Whenever the word "other" appears in a line of the data below, copy that line.

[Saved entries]
········

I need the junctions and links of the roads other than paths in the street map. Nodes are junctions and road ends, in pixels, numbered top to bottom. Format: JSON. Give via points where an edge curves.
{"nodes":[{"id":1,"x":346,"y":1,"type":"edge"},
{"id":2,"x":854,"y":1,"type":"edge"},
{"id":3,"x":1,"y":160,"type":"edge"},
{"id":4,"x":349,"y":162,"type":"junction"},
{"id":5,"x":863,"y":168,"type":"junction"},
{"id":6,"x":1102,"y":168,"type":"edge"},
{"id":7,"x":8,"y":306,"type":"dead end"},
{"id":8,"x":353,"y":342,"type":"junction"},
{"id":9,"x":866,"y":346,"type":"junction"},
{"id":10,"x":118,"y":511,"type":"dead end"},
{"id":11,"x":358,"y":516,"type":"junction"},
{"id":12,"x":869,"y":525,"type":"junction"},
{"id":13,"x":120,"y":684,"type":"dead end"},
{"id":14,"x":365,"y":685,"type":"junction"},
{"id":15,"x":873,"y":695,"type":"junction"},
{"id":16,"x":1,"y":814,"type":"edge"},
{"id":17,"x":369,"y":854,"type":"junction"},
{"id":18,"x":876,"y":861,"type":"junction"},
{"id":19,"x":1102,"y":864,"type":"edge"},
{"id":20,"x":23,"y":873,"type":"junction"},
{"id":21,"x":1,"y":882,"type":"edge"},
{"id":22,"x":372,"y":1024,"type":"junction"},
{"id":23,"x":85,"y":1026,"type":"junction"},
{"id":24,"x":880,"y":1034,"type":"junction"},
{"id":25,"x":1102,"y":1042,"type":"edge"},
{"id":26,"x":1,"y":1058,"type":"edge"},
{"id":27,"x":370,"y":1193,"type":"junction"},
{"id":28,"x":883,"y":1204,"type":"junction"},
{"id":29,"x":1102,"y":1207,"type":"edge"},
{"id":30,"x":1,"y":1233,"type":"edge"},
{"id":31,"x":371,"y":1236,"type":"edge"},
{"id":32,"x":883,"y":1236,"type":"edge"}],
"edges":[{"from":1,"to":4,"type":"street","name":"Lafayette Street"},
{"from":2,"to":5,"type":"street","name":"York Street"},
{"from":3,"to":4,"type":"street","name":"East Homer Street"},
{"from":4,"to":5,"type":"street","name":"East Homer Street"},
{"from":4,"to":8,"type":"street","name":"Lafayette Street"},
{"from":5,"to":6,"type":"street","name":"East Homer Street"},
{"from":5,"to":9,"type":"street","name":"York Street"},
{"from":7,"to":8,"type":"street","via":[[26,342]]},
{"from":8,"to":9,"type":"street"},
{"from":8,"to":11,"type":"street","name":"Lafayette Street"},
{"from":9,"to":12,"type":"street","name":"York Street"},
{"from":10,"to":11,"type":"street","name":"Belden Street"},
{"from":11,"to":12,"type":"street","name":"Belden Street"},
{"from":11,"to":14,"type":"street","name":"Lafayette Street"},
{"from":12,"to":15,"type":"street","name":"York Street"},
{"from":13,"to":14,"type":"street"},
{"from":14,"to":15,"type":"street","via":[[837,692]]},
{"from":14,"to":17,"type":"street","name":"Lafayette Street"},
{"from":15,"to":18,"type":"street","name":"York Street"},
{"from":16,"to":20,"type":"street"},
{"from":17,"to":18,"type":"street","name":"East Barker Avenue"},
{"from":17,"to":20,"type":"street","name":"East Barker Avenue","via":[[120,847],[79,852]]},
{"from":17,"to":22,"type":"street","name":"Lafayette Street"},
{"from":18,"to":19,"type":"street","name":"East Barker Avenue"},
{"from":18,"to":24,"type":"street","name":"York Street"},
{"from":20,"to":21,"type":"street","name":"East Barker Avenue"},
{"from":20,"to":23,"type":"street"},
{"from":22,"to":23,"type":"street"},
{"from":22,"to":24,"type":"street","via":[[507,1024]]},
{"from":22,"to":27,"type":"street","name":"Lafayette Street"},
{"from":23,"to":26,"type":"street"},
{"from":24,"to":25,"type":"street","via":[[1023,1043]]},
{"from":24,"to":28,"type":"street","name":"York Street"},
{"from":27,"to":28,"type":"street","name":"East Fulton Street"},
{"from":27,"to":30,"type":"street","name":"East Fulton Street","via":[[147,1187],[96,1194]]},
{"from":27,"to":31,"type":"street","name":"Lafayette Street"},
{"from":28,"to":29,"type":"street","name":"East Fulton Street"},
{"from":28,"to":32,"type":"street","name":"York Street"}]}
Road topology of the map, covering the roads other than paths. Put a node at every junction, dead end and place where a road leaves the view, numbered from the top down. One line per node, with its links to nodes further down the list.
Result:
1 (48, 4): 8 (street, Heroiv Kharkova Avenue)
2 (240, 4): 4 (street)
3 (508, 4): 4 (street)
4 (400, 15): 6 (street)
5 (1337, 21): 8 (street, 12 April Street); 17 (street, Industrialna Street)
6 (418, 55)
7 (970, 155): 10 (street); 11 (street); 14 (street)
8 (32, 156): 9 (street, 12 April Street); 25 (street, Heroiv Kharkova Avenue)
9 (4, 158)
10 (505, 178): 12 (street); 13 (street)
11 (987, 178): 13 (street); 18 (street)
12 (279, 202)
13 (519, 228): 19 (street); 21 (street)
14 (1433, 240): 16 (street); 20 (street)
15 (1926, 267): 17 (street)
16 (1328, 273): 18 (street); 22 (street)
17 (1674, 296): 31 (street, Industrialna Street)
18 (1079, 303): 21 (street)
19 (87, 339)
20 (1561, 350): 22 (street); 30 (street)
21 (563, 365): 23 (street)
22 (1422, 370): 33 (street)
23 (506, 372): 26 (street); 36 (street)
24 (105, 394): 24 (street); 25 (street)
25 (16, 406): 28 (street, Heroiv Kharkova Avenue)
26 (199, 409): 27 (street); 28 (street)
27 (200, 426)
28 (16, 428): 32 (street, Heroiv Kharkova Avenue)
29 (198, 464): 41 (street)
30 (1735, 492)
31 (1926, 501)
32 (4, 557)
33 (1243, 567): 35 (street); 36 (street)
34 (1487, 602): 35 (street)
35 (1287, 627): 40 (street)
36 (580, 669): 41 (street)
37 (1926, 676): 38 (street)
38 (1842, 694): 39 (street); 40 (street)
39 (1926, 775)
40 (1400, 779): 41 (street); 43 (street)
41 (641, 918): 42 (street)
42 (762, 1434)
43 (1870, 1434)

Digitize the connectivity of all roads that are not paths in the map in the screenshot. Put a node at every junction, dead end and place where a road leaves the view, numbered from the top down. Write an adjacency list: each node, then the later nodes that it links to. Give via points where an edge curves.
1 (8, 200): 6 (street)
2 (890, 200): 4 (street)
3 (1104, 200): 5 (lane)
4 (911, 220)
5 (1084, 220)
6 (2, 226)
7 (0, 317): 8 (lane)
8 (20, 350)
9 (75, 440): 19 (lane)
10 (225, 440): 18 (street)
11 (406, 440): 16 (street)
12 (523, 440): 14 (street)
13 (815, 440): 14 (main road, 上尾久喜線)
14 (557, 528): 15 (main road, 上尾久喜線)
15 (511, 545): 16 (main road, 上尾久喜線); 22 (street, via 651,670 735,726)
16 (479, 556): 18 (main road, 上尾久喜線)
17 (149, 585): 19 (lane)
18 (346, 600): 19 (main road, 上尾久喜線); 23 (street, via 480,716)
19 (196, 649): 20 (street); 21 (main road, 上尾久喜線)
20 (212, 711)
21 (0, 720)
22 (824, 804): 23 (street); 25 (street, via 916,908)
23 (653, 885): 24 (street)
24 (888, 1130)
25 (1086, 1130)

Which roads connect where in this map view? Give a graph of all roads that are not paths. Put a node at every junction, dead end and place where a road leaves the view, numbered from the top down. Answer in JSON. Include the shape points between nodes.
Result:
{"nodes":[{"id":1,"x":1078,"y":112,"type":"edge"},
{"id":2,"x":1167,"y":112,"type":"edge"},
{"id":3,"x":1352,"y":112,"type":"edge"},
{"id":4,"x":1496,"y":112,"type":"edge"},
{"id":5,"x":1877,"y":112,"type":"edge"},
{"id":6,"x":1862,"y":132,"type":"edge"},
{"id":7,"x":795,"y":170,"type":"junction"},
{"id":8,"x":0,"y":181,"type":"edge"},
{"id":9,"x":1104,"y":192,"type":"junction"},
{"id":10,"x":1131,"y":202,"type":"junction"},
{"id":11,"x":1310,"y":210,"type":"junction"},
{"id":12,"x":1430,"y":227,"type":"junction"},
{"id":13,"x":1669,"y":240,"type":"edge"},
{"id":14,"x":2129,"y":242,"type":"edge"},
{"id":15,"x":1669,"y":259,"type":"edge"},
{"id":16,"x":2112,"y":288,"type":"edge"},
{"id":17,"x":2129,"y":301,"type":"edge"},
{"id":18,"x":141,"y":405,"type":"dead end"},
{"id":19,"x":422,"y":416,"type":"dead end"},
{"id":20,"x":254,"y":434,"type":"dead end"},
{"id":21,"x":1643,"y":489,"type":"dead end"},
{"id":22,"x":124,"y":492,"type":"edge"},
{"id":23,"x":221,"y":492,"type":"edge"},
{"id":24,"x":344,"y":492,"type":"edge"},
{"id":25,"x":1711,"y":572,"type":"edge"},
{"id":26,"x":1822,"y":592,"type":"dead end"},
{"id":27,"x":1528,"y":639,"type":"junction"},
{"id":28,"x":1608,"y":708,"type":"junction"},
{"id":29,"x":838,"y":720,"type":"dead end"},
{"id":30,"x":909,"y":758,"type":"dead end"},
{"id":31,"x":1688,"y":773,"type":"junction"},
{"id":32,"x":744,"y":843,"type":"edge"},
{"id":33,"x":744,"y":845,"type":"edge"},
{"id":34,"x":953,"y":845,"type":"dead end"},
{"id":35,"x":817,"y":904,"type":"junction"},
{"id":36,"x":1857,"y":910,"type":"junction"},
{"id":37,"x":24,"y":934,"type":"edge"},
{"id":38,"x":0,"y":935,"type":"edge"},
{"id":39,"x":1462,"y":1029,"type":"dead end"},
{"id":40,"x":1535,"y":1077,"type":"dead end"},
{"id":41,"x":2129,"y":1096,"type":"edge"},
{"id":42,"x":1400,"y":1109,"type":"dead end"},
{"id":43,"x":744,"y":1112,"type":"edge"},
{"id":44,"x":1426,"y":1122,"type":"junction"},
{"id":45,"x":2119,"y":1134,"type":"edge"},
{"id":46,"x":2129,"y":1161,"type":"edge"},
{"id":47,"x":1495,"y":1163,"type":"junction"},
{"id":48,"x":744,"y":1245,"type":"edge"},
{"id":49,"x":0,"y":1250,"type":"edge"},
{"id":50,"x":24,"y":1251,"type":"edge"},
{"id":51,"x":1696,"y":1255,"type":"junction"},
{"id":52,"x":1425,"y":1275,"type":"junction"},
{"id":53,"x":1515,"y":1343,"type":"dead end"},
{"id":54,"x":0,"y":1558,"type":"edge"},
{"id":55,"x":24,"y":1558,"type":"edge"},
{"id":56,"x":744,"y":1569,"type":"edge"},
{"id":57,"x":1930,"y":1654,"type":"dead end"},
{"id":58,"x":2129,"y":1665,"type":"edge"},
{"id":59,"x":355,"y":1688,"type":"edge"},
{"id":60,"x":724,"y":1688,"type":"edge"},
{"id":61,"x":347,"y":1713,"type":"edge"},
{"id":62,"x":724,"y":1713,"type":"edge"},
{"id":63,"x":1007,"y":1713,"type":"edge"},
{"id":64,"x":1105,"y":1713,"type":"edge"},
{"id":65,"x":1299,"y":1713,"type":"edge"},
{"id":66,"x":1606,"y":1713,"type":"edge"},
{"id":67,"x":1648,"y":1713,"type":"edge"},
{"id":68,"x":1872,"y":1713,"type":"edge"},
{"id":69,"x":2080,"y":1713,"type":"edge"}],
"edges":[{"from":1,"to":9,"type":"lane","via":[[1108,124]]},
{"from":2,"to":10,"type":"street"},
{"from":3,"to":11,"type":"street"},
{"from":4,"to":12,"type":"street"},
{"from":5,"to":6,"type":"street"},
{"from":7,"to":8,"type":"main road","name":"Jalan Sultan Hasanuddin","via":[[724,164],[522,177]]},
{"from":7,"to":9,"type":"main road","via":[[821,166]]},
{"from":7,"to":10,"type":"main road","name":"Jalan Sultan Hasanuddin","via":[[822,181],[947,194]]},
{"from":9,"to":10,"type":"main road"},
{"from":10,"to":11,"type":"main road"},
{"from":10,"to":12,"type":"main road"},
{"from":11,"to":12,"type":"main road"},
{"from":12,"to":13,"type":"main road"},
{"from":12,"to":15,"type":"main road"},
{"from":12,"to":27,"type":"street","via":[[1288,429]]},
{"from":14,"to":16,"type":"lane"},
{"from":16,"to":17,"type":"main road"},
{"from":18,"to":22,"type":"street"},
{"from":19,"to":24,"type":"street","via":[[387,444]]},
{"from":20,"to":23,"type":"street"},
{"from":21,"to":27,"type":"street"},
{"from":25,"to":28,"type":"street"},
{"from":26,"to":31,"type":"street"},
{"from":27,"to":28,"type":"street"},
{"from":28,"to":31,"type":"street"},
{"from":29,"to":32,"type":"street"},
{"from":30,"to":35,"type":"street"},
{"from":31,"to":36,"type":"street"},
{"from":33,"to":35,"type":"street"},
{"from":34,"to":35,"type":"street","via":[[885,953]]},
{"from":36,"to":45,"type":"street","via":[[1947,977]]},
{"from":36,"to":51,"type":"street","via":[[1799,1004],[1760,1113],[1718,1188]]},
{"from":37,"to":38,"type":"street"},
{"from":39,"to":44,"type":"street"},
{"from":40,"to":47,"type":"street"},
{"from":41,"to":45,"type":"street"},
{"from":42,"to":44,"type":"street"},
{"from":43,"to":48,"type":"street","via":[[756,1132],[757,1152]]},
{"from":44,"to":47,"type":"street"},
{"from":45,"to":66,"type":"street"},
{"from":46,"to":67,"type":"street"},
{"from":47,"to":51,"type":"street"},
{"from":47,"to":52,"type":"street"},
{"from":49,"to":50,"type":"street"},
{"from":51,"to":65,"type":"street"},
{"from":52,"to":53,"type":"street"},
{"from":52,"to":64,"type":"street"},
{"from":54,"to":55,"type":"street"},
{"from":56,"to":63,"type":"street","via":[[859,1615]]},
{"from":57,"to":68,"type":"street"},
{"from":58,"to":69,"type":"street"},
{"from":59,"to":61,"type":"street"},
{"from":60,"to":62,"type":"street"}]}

········

Task solution:
I need the junctions and links of the roads other than paths in the street map. Nodes are junctions and road ends, in pixels, numbered top to bottom. Format: JSON. Give via points where an edge curves.
Road topology of the map, covering the roads other than paths. Put a node at every junction, dead end and place where a road leaves the view, numbered from the top down. One line per node, with its links to nodes further down the list.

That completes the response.